All of the records shown below need to be copied with no differences.

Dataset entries
- Opening Delimiter -
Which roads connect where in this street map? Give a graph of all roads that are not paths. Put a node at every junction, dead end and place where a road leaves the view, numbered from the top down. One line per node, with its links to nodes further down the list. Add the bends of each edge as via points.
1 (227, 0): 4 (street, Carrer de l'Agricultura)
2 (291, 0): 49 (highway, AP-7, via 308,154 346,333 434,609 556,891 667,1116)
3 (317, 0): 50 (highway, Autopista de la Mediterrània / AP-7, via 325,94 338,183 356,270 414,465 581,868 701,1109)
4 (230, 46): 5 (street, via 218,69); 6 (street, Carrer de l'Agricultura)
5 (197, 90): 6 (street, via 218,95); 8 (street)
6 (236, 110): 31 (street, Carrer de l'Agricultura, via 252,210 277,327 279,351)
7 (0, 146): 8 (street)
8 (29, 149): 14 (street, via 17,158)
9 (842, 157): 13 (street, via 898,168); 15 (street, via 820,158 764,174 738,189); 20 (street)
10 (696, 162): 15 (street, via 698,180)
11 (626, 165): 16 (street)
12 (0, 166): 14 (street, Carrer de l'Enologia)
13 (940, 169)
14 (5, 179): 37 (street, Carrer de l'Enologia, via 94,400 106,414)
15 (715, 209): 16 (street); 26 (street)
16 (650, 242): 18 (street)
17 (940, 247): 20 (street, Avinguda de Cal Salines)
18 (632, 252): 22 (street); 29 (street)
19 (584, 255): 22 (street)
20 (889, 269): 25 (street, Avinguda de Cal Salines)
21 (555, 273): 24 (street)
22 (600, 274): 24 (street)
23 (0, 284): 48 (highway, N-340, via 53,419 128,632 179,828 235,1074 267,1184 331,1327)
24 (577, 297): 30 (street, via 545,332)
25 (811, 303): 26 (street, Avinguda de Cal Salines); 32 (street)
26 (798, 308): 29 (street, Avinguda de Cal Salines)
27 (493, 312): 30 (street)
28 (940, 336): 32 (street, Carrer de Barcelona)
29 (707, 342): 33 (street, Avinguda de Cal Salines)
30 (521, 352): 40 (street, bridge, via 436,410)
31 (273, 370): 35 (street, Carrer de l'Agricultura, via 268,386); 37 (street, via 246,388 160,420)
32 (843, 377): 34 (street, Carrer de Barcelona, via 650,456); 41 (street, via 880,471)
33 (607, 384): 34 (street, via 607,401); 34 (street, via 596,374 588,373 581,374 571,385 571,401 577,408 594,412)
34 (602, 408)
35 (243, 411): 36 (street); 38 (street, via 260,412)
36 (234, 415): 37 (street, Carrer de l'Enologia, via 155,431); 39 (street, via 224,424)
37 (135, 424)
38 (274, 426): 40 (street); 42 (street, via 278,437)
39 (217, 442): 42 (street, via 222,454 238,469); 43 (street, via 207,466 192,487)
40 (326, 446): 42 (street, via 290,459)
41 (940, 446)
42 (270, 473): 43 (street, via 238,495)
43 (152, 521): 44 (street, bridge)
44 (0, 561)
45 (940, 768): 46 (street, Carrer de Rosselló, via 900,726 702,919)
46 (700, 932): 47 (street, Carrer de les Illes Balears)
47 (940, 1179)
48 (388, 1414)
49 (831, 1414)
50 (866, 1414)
- Closing Delimiter -
■ Solution ■
Which roads connect where in this street map? Give a graph of all roads that are not paths. Put a node at every junction, dead end and place where a road leaves the view, numbered from the top down. One line per node, with its links to nodes further down the list. Add the bends of each edge as via points.
1 (227, 0): 4 (street, Carrer de l'Agricultura)
2 (291, 0): 49 (highway, AP-7, via 308,154 346,333 434,609 556,891 667,1116)
3 (317, 0): 50 (highway, Autopista de la Mediterrània / AP-7, via 325,94 338,183 356,270 414,465 581,868 701,1109)
4 (230, 46): 5 (street, via 218,69); 6 (street, Carrer de l'Agricultura)
5 (197, 90): 6 (street, via 218,95); 8 (street)
6 (236, 110): 31 (street, Carrer de l'Agricultura, via 252,210 277,327 279,351)
7 (0, 146): 8 (street)
8 (29, 149): 14 (street, via 17,158)
9 (842, 157): 13 (street, via 898,168); 15 (street, via 820,158 764,174 738,189); 20 (street)
10 (696, 162): 15 (street, via 698,180)
11 (626, 165): 16 (street)
12 (0, 166): 14 (street, Carrer de l'Enologia)
13 (940, 169)
14 (5, 179): 37 (street, Carrer de l'Enologia, via 94,400 106,414)
15 (715, 209): 16 (street); 26 (street)
16 (650, 242): 18 (street)
17 (940, 247): 20 (street, Avinguda de Cal Salines)
18 (632, 252): 22 (street); 29 (street)
19 (584, 255): 22 (street)
20 (889, 269): 25 (street, Avinguda de Cal Salines)
21 (555, 273): 24 (street)
22 (600, 274): 24 (street)
23 (0, 284): 48 (highway, N-340, via 53,419 128,632 179,828 235,1074 267,1184 331,1327)
24 (577, 297): 30 (street, via 545,332)
25 (811, 303): 26 (street, Avinguda de Cal Salines); 32 (street)
26 (798, 308): 29 (street, Avinguda de Cal Salines)
27 (493, 312): 30 (street)
28 (940, 336): 32 (street, Carrer de Barcelona)
29 (707, 342): 33 (street, Avinguda de Cal Salines)
30 (521, 352): 40 (street, bridge, via 436,410)
31 (273, 370): 35 (street, Carrer de l'Agricultura, via 268,386); 37 (street, via 246,388 160,420)
32 (843, 377): 34 (street, Carrer de Barcelona, via 650,456); 41 (street, via 880,471)
33 (607, 384): 34 (street, via 607,401); 34 (street, via 596,374 588,373 581,374 571,385 571,401 577,408 594,412)
34 (602, 408)
35 (243, 411): 36 (street); 38 (street, via 260,412)
36 (234, 415): 37 (street, Carrer de l'Enologia, via 155,431); 39 (street, via 224,424)
37 (135, 424)
38 (274, 426): 40 (street); 42 (street, via 278,437)
39 (217, 442): 42 (street, via 222,454 238,469); 43 (street, via 207,466 192,487)
40 (326, 446): 42 (street, via 290,459)
41 (940, 446)
42 (270, 473): 43 (street, via 238,495)
43 (152, 521): 44 (street, bridge)
44 (0, 561)
45 (940, 768): 46 (street, Carrer de Rosselló, via 900,726 702,919)
46 (700, 932): 47 (street, Carrer de les Illes Balears)
47 (940, 1179)
48 (388, 1414)
49 (831, 1414)
50 (866, 1414)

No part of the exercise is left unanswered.